Flows

Overview of flows in Data Hub.

About Flows

A flow defines a sequence of one or more steps, which are modules that process and enhance your data. A flow declares which steps will be executed in what order and with which options.

For example, a flow can be comprised of an ingestion step to pull in your raw data, followed by a mapping step to specify how values are assigned to the properties of your entity model based on the fields of your raw data.

Each flow must contain at least one step.

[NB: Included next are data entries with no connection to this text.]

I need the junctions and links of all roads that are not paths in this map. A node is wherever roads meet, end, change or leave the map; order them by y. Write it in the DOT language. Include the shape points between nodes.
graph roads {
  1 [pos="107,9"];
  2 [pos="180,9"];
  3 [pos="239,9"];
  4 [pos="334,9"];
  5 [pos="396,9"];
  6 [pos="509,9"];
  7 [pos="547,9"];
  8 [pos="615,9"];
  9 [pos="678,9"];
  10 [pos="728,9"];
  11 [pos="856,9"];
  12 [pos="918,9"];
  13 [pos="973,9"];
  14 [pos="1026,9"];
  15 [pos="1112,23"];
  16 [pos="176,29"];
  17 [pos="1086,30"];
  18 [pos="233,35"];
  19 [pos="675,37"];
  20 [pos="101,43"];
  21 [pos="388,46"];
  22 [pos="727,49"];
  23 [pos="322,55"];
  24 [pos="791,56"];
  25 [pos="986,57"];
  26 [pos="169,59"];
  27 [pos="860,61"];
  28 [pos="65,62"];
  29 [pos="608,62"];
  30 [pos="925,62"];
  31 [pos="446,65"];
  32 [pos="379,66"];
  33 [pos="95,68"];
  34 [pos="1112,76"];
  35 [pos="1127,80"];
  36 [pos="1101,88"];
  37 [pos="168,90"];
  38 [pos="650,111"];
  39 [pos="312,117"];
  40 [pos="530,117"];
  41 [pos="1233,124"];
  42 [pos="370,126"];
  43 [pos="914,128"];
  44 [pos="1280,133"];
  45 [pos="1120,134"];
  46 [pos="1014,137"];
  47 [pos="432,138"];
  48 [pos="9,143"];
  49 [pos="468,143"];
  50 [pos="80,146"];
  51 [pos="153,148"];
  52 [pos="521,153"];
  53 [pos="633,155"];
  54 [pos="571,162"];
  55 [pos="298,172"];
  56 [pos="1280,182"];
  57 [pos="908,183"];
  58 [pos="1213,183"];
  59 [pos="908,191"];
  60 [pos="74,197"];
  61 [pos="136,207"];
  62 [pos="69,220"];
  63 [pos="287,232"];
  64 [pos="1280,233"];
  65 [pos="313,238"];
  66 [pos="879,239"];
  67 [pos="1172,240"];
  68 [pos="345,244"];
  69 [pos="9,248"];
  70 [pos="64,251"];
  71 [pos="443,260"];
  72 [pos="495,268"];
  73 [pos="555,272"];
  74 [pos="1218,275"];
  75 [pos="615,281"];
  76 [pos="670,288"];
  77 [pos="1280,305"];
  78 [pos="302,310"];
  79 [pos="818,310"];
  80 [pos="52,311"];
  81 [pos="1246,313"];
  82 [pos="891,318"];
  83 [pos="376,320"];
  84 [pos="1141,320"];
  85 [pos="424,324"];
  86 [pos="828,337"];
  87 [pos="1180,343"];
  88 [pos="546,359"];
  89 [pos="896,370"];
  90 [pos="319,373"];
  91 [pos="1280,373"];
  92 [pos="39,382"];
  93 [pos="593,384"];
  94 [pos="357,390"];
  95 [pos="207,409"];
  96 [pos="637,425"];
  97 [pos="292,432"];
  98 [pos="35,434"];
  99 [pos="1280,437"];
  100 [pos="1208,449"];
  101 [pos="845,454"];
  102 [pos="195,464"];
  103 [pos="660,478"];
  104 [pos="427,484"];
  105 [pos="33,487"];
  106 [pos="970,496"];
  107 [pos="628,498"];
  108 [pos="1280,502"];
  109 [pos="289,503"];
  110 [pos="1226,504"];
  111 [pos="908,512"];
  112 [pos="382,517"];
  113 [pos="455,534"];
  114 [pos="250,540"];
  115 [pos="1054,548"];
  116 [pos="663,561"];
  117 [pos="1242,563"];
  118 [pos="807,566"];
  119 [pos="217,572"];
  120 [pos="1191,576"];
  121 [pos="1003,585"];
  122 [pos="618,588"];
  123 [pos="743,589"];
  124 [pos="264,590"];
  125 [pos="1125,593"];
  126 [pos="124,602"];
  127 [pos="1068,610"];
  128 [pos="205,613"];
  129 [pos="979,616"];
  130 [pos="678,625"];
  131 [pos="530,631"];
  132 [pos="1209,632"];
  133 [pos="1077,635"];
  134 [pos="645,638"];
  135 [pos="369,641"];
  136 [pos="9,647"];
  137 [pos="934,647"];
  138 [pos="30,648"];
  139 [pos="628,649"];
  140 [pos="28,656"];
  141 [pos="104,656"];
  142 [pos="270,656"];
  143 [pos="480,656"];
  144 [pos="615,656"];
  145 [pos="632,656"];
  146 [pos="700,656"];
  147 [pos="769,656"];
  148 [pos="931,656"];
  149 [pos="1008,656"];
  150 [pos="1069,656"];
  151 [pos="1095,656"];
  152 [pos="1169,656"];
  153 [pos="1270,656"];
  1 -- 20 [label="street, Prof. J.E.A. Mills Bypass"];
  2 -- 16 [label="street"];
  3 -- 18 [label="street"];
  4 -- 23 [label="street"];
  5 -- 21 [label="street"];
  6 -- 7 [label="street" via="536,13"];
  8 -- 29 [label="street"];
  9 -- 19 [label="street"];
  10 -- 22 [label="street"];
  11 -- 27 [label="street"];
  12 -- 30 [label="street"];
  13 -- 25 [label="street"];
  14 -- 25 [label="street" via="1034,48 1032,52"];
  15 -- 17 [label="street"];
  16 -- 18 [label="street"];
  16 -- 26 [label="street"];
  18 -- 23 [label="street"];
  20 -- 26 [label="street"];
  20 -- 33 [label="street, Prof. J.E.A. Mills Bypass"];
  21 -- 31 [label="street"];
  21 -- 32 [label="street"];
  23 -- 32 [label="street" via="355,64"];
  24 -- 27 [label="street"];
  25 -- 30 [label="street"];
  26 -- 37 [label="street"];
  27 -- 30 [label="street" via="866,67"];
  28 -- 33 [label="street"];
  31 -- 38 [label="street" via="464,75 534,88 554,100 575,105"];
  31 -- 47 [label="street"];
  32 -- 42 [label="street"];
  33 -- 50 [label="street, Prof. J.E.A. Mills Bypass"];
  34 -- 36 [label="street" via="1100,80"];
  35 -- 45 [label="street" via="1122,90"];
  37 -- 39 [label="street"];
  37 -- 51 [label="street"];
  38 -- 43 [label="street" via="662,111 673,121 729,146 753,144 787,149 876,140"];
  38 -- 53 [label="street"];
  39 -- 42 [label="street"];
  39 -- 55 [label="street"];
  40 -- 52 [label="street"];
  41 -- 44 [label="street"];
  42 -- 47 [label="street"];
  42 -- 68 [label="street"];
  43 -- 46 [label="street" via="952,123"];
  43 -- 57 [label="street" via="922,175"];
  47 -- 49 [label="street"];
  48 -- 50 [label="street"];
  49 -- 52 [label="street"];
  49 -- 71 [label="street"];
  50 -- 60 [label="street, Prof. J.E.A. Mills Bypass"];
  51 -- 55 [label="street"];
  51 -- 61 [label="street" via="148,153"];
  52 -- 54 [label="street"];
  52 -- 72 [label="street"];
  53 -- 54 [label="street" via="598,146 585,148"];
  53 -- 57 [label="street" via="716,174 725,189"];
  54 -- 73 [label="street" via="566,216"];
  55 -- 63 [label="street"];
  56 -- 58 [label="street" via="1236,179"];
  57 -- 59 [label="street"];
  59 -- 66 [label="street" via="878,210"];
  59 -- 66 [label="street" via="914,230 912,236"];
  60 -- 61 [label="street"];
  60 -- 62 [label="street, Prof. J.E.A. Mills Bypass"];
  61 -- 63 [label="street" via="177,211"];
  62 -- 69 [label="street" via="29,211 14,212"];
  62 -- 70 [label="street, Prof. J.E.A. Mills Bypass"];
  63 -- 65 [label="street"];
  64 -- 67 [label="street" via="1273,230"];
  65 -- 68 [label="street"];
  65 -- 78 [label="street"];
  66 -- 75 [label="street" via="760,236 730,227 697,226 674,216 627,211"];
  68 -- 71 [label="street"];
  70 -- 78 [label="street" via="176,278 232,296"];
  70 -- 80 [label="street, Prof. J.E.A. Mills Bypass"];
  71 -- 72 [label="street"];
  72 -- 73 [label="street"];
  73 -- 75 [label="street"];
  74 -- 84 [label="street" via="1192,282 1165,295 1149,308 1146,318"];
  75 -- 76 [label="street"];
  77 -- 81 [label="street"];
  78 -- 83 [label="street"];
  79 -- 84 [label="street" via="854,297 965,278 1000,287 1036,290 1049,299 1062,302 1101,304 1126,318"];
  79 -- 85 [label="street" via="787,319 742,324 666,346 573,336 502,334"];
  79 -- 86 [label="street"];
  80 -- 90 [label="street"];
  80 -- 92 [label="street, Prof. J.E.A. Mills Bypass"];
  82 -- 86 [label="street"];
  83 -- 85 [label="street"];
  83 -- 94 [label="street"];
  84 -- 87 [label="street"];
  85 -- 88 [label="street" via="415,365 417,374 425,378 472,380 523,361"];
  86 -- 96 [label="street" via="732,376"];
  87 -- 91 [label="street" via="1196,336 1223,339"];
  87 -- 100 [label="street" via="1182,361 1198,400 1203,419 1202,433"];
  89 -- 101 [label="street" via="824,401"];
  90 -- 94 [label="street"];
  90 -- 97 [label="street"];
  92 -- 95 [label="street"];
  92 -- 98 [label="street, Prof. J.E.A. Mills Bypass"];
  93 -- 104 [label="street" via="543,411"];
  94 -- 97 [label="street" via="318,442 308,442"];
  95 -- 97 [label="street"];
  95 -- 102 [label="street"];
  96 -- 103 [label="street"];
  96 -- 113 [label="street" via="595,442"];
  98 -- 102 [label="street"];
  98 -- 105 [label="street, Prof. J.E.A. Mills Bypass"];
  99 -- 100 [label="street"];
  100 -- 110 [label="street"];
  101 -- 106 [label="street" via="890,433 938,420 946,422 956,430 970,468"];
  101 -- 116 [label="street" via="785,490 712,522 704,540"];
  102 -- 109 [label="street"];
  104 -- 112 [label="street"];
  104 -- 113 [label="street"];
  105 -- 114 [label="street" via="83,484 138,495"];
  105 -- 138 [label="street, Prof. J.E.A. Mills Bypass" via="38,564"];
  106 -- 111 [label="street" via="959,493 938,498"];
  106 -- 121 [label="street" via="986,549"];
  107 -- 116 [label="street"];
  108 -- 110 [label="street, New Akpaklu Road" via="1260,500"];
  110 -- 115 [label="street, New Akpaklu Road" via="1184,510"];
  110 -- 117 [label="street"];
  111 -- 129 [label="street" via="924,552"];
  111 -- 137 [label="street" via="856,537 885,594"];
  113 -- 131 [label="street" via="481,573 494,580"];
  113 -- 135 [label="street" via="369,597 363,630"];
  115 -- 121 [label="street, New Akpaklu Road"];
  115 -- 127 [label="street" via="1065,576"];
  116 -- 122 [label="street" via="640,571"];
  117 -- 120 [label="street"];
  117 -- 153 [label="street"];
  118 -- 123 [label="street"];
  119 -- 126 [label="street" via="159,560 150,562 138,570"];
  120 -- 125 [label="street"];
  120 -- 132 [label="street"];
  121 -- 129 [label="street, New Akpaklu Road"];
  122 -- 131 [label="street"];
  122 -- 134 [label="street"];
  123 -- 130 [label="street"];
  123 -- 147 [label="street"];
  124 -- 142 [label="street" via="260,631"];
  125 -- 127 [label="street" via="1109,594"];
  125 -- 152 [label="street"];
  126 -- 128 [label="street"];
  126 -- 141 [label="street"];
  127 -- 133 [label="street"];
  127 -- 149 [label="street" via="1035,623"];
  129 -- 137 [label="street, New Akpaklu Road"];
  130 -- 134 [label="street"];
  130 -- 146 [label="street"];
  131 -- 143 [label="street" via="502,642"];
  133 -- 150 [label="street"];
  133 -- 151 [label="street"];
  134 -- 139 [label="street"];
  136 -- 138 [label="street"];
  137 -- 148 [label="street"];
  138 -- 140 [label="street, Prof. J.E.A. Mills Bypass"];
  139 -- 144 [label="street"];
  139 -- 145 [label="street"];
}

The number of steps in a flow is unlimited; however, flows with fewer steps can be easier to maintain and debug.

Data Hub flows are not designed to replace your external orchestration tool (e.g., Apache NiFi); however, chaining multiple steps in your flows might reduce the complexity of the scenarios that your orchestration tool must handle.

Important: If you are upgrading from 4.x or earlier versions, be aware that the definition of flow changed in Data Hub 5.x.

In Data Hub Framework 4.x, a flow (input or harmonization) is comprised of plugins that process the data.
In Data Hub 5.x, a flow is a sequence of steps (ingestion, mapping, matching, merging, mastering, or custom) that process the data.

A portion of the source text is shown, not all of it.